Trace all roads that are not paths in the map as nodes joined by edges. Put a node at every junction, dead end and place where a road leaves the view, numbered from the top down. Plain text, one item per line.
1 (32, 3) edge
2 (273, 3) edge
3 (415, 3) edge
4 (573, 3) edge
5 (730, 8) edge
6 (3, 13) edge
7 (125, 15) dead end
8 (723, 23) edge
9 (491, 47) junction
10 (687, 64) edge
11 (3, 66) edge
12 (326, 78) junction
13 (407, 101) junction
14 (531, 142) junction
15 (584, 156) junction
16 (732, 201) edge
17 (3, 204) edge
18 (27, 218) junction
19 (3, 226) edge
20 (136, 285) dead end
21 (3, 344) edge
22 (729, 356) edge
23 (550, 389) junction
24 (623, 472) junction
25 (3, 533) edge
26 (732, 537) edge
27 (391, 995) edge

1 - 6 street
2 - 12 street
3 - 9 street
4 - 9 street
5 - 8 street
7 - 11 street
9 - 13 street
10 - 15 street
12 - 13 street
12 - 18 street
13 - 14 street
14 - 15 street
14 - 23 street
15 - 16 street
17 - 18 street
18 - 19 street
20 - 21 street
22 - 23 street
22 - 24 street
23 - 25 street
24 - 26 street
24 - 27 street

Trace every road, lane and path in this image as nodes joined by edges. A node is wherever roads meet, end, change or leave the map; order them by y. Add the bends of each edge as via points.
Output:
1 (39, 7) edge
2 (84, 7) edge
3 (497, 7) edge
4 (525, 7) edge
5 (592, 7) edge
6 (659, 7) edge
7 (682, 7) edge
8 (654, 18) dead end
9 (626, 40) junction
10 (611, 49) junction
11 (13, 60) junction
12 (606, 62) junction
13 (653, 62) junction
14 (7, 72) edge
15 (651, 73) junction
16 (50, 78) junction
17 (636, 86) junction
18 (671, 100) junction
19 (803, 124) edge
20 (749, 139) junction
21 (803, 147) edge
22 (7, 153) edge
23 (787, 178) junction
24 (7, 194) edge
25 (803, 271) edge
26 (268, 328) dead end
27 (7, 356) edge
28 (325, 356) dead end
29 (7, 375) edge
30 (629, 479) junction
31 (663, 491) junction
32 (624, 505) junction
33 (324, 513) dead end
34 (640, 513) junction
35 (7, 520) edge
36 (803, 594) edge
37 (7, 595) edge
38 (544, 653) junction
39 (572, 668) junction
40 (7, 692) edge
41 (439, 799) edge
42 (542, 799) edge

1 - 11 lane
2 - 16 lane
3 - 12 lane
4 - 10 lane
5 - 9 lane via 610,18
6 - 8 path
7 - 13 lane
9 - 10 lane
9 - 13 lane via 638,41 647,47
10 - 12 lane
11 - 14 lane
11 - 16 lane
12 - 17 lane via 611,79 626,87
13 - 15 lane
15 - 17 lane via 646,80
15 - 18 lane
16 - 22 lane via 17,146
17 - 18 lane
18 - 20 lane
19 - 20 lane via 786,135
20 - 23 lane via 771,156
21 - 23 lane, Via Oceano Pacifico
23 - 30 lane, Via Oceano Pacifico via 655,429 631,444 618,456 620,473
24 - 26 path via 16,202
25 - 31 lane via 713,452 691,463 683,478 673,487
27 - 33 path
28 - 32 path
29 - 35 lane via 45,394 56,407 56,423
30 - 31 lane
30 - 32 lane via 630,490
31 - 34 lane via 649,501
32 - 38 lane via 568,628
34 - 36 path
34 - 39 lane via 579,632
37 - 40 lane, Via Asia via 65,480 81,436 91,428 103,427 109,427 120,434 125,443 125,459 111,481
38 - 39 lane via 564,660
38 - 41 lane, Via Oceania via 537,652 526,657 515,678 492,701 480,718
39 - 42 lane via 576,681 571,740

▬▬▬▬▬▬

-- What to do --
Would you please repeat the entire listing, line for line?

-- Answer for this exercise --
Trace all roads that are not paths in the map as nodes joined by edges. Put a node at every junction, dead end and place where a road leaves the view, numbered from the top down. Plain text, one item per line.
1 (32, 3) edge
2 (273, 3) edge
3 (415, 3) edge
4 (573, 3) edge
5 (730, 8) edge
6 (3, 13) edge
7 (125, 15) dead end
8 (723, 23) edge
9 (491, 47) junction
10 (687, 64) edge
11 (3, 66) edge
12 (326, 78) junction
13 (407, 101) junction
14 (531, 142) junction
15 (584, 156) junction
16 (732, 201) edge
17 (3, 204) edge
18 (27, 218) junction
19 (3, 226) edge
20 (136, 285) dead end
21 (3, 344) edge
22 (729, 356) edge
23 (550, 389) junction
24 (623, 472) junction
25 (3, 533) edge
26 (732, 537) edge
27 (391, 995) edge

1 - 6 street
2 - 12 street
3 - 9 street
4 - 9 street
5 - 8 street
7 - 11 street
9 - 13 street
10 - 15 street
12 - 13 street
12 - 18 street
13 - 14 street
14 - 15 street
14 - 23 street
15 - 16 street
17 - 18 street
18 - 19 street
20 - 21 street
22 - 23 street
22 - 24 street
23 - 25 street
24 - 26 street
24 - 27 street

Trace every road, lane and path in this image as nodes joined by edges. A node is wherever roads meet, end, change or leave the map; order them by y. Add the bends of each edge as via points.
Output:
1 (39, 7) edge
2 (84, 7) edge
3 (497, 7) edge
4 (525, 7) edge
5 (592, 7) edge
6 (659, 7) edge
7 (682, 7) edge
8 (654, 18) dead end
9 (626, 40) junction
10 (611, 49) junction
11 (13, 60) junction
12 (606, 62) junction
13 (653, 62) junction
14 (7, 72) edge
15 (651, 73) junction
16 (50, 78) junction
17 (636, 86) junction
18 (671, 100) junction
19 (803, 124) edge
20 (749, 139) junction
21 (803, 147) edge
22 (7, 153) edge
23 (787, 178) junction
24 (7, 194) edge
25 (803, 271) edge
26 (268, 328) dead end
27 (7, 356) edge
28 (325, 356) dead end
29 (7, 375) edge
30 (629, 479) junction
31 (663, 491) junction
32 (624, 505) junction
33 (324, 513) dead end
34 (640, 513) junction
35 (7, 520) edge
36 (803, 594) edge
37 (7, 595) edge
38 (544, 653) junction
39 (572, 668) junction
40 (7, 692) edge
41 (439, 799) edge
42 (542, 799) edge

1 - 11 lane
2 - 16 lane
3 - 12 lane
4 - 10 lane
5 - 9 lane via 610,18
6 - 8 path
7 - 13 lane
9 - 10 lane
9 - 13 lane via 638,41 647,47
10 - 12 lane
11 - 14 lane
11 - 16 lane
12 - 17 lane via 611,79 626,87
13 - 15 lane
15 - 17 lane via 646,80
15 - 18 lane
16 - 22 lane via 17,146
17 - 18 lane
18 - 20 lane
19 - 20 lane via 786,135
20 - 23 lane via 771,156
21 - 23 lane, Via Oceano Pacifico
23 - 30 lane, Via Oceano Pacifico via 655,429 631,444 618,456 620,473
24 - 26 path via 16,202
25 - 31 lane via 713,452 691,463 683,478 673,487
27 - 33 path
28 - 32 path
29 - 35 lane via 45,394 56,407 56,423
30 - 31 lane
30 - 32 lane via 630,490
31 - 34 lane via 649,501
32 - 38 lane via 568,628
34 - 36 path
34 - 39 lane via 579,632
37 - 40 lane, Via Asia via 65,480 81,436 91,428 103,427 109,427 120,434 125,443 125,459 111,481
38 - 39 lane via 564,660
38 - 41 lane, Via Oceania via 537,652 526,657 515,678 492,701 480,718
39 - 42 lane via 576,681 571,740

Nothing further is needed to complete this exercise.